Meet our Director of Scotland, Martin Davidson
Martin Davidson has worked for The Outward Bound Trust for 17 years having started at our Loch Eil Centre as an instructor before moving to Glasgow to set up and run the Mark Scott Leadership for Life Award and then four years ago moving into the new role of Scottish Director.
He enjoys spending time with his very active family, who can often be seen either out on their bikes, paddling in canoes or walking, enjoying the countryside. He's also a trustee with the newly formed social enterprise Glasgow Watersports, a new paddlesports centre in the heart of Glasgow, which includes Scotland's first artificial white water canoe course.
Describe what's involved in your role as Scottish Director?
It's a privilege to be the Scottish Director of The Trust. The role is extremely varied having responsibility for raising funds to support disadvantaged young people access our courses, engaging with politicians and senior people in national and local government and representing The Trust externally in Scotland.

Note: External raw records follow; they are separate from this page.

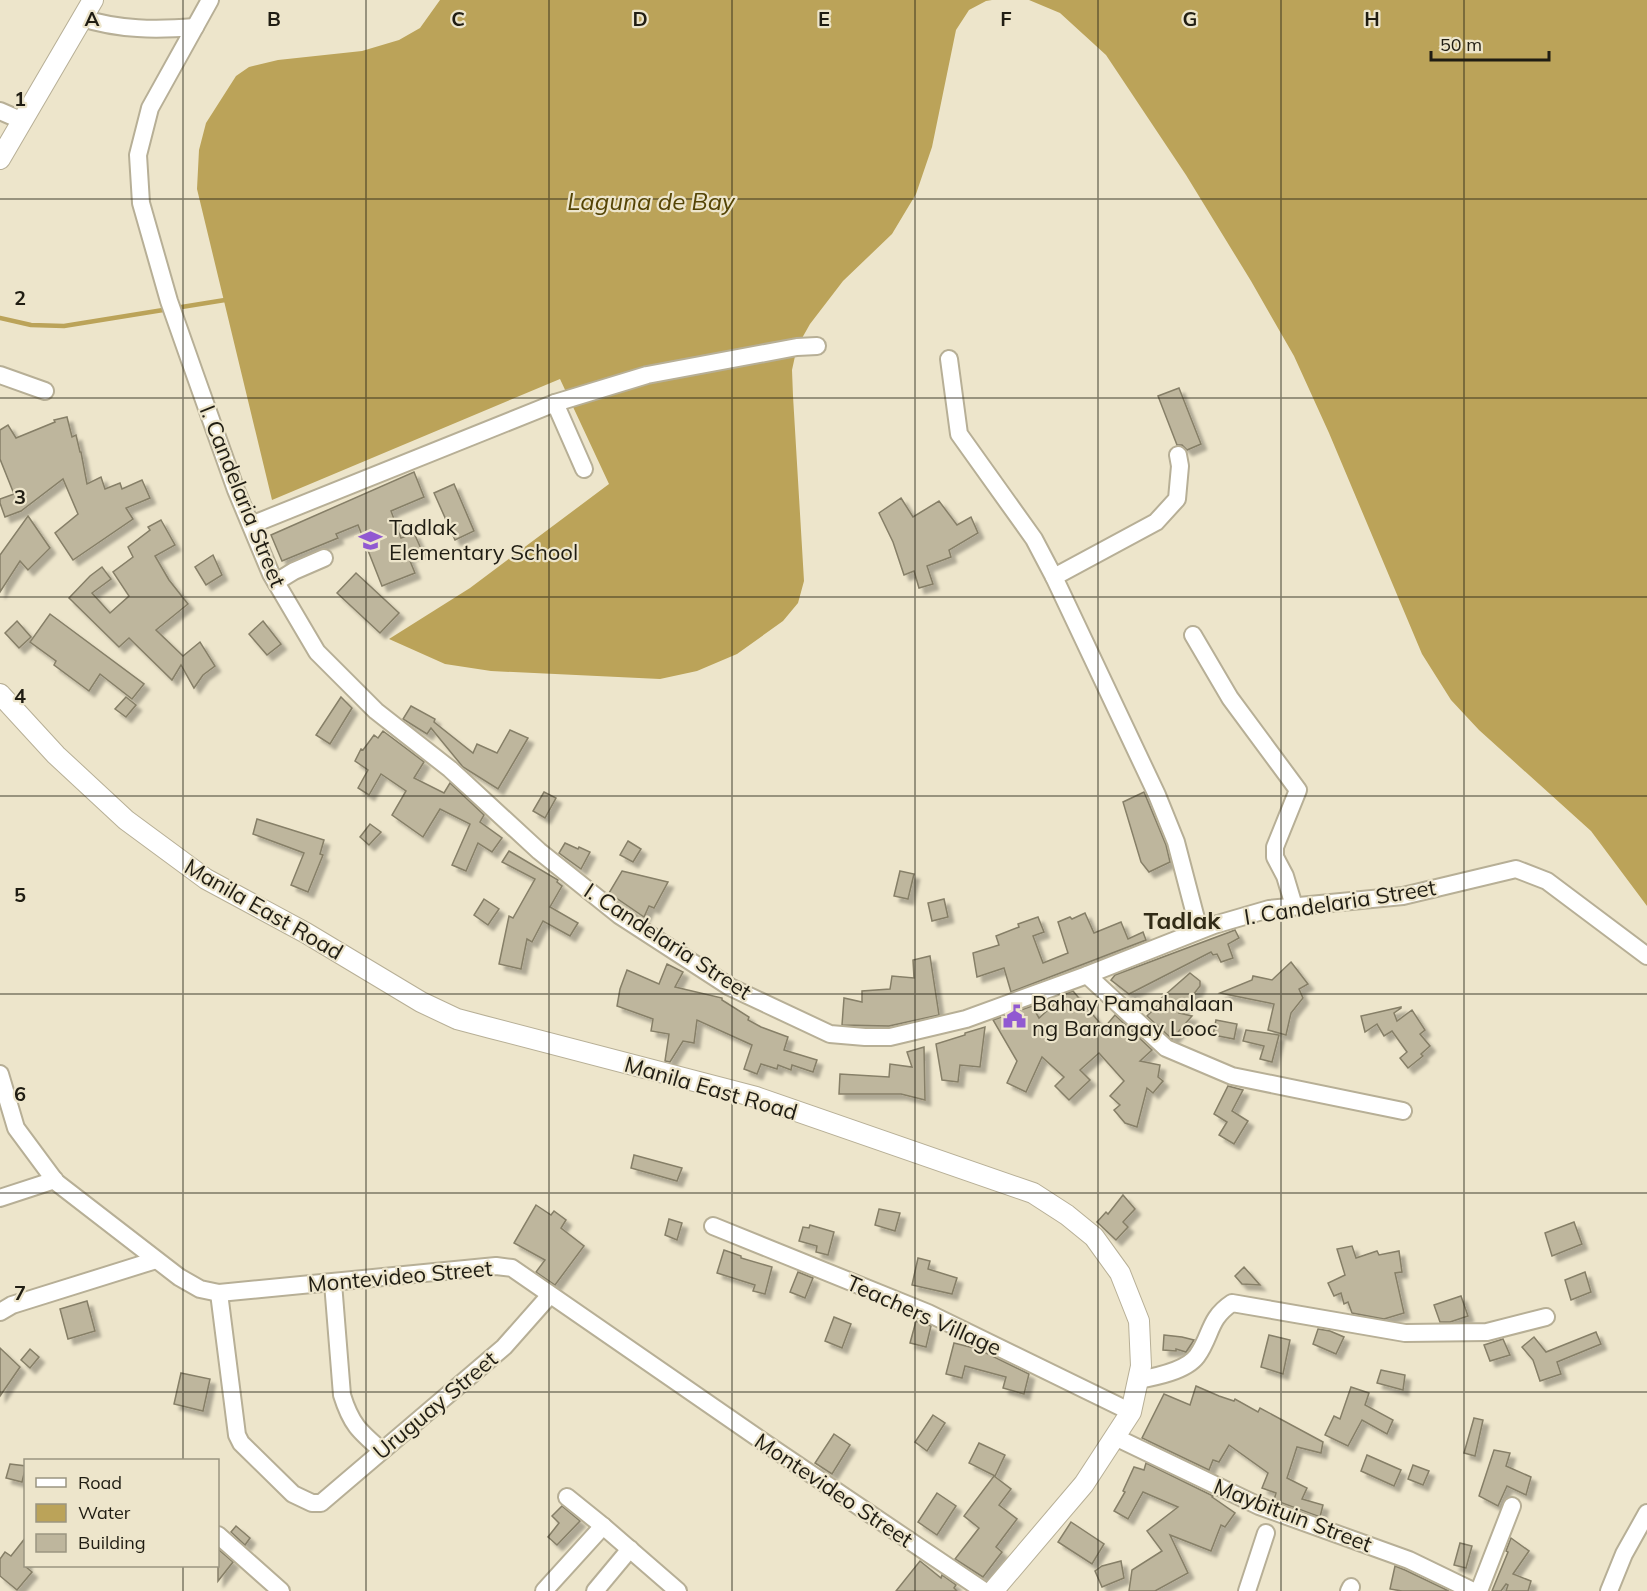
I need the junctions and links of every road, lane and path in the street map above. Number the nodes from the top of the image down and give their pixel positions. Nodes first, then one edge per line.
1 (93, 0) edge
2 (210, 0) edge
3 (82, 18) junction
4 (195, 27) junction
5 (0, 111) edge
6 (23, 121) junction
7 (0, 159) edge
8 (817, 346) dead end
9 (949, 360) dead end
10 (0, 375) edge
11 (45, 392) dead end
12 (555, 403) junction
13 (1178, 455) dead end
14 (584, 469) dead end
15 (251, 525) junction
16 (324, 558) dead end
17 (1054, 577) junction
18 (276, 582) junction
19 (1193, 635) dead end
20 (0, 694) edge
21 (1294, 906) junction
22 (1199, 930) junction
23 (1647, 956) edge
24 (1087, 975) junction
25 (0, 1074) edge
26 (1403, 1111) dead end
27 (55, 1180) junction
28 (0, 1198) edge
29 (713, 1227) dead end
30 (156, 1260) junction
31 (333, 1283) junction
32 (219, 1293) junction
33 (550, 1295) junction
34 (0, 1312) edge
35 (1546, 1317) dead end
36 (1138, 1380) junction
37 (1131, 1412) junction
38 (1115, 1437) junction
39 (381, 1450) junction
40 (567, 1497) dead end
41 (1512, 1506) dead end
42 (1647, 1513) edge
43 (603, 1526) junction
44 (1266, 1533) dead end
45 (219, 1536) edge
46 (630, 1549) junction
47 (1611, 1590) edge
48 (281, 1591) edge
49 (544, 1591) edge
50 (595, 1591) edge
51 (678, 1591) edge
52 (984, 1591) edge
53 (993, 1591) edge
54 (1247, 1591) edge
55 (1473, 1591) edge
56 (1479, 1591) edge

1 - 3 main road
2 - 4 street, I. Candelaria Street
3 - 4 street
3 - 6 main road
4 - 15 street, I. Candelaria Street
5 - 6 street
6 - 7 main road
8 - 12 street
9 - 17 street
10 - 11 street
12 - 14 street
12 - 15 street
13 - 17 street
15 - 18 street, I. Candelaria Street
16 - 18 street
17 - 22 street
18 - 24 street, I. Candelaria Street
19 - 21 street
20 - 36 main road, Manila East Road
21 - 22 street, I. Candelaria Street
21 - 23 street, I. Candelaria Street
22 - 24 street, I. Candelaria Street
24 - 26 street
25 - 27 street, Montevideo Street
27 - 28 street
27 - 30 street, Montevideo Street
29 - 37 street, Teachers Village
30 - 32 street, Montevideo Street
30 - 34 street
31 - 32 street, Montevideo Street
31 - 33 street, Montevideo Street
31 - 39 street
32 - 39 street, Uruguay Street
33 - 39 street, Uruguay Street
33 - 52 street, Montevideo Street
35 - 36 street
36 - 37 main road, Manila East Road
37 - 38 main road, Manila East Road
38 - 53 main road, Manila East Road
38 - 55 street, Maybituin Street
40 - 43 street
41 - 56 street
42 - 47 street
43 - 46 street
43 - 49 street
44 - 54 street
45 - 48 street
46 - 50 street
46 - 51 street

We're also extremely fortunate to have the support and help of a dedicated group of volunteers in the form of the Scottish Council, who help us reach as many young people as possible.
What do you enjoy most about your work?
By far the most enjoyable and satisfying element of my job is seeing the difference The Trust makes to the lives of young people every week. Meeting participants and hearing how their course has helped them build confidence and unlock their potential, never ceases to motivate me.

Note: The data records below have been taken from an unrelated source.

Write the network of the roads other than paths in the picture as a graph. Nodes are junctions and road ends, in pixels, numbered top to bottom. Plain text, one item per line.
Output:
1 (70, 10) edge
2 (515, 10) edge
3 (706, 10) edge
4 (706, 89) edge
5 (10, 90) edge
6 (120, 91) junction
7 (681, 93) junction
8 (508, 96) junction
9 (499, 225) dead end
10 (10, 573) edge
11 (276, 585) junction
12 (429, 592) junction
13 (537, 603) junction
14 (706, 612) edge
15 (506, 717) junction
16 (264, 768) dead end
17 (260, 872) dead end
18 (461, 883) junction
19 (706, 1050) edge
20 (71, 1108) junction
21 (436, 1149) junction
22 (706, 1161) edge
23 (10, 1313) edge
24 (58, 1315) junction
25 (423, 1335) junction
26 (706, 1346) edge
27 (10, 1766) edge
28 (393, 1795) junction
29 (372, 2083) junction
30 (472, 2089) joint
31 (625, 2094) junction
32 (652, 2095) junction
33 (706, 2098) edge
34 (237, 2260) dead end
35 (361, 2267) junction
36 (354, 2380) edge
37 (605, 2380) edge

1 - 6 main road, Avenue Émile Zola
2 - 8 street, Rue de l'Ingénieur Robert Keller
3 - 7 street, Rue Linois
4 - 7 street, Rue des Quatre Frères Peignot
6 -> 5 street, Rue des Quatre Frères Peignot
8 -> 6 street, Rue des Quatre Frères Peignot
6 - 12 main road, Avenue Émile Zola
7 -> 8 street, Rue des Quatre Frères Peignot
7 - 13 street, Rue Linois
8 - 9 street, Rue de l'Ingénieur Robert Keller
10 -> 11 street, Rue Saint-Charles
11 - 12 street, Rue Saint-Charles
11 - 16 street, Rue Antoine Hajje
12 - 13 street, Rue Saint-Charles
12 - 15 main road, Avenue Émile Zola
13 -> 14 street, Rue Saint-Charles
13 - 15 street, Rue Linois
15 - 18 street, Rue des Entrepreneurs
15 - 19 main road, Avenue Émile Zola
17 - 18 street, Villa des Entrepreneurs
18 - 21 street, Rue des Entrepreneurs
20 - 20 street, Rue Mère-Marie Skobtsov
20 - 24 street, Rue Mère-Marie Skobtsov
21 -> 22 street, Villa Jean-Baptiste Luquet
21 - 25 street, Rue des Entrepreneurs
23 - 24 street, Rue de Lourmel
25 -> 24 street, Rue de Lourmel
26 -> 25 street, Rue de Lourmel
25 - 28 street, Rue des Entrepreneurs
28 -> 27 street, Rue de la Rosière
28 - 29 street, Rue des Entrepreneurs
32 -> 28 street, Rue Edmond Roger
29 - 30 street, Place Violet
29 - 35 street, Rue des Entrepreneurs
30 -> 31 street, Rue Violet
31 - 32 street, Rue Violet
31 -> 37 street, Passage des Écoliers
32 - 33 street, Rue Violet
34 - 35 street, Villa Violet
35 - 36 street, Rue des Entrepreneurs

Last year, a former participant of the Mark Scott Leadership for Life Award spoke at a donor thank you dinner at the Royal Yacht Britannia and it was particularly moving. She had half the room in tears as she described how The Trust had helped her gain confidence and the skills to realise what she was truly capable of achieving. The Trust does make a difference and whilst we have robust research to support this, listening to individual young people really does bring it to life.
Do you face any challenges in your role?
Fundraising is always a challenge. At The Trust we're committed to ensuring that our courses are accessible to those in society who can least afford them, but could also have the most to gain. I'm always looking to see how we can grow the funds to help remove cost as a barrier. We have many loyal and committed donors in Scotland but we are always seeking to engage more.

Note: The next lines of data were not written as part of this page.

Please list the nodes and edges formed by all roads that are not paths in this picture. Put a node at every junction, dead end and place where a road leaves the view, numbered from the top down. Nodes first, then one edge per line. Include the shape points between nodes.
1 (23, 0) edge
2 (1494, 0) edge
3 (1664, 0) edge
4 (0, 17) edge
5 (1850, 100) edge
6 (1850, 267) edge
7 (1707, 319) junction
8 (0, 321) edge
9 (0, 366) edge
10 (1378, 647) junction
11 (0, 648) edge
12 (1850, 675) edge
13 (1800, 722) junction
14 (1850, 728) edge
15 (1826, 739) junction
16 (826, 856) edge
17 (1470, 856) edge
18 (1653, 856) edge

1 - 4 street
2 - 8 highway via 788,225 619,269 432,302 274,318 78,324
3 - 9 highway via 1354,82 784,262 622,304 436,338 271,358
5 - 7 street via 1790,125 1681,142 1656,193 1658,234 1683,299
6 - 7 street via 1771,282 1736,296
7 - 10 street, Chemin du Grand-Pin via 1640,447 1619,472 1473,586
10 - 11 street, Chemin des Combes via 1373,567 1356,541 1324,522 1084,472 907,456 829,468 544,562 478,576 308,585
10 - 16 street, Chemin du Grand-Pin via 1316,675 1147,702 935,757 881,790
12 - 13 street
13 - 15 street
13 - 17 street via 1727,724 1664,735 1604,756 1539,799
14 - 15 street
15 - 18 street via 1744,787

What are you hoping to achieve in the future?
Working with our Education Team I'll be focusing on increasing the number of young people participating on a course at our Loch Eil centre, near Fort William. We've capacity for an additional 500 to 750 young people a year, so to support this growth, I’ll be continuing to focus on increasing our bursary funds and our support work with schools. Concentrating with two specific projects, Scotland's Next Generation and the Mark Scott Leadership for Life Award.
Special moments/memories from your time with The Trust?
There are so many, but a couple to share include; firstly when I was an instructor at Loch Eil in 1998, I ran one of our 3-week expedition courses with a fantastic group that were up for every adventure. We would climb 2 or 3 Munroes a day and covered a huge part of the north west Highlands. The growth and development of the individuals in the group was inspiring to witness.
The second was the day I spent at The Shard in London in 2012 with our Trustees who were all abseiling down the outside to help raise £2 million. It was great to see our trustees be pushed out of their comfort zones as our participants are daily. They all still talk about the memories of the experience 2½ years on.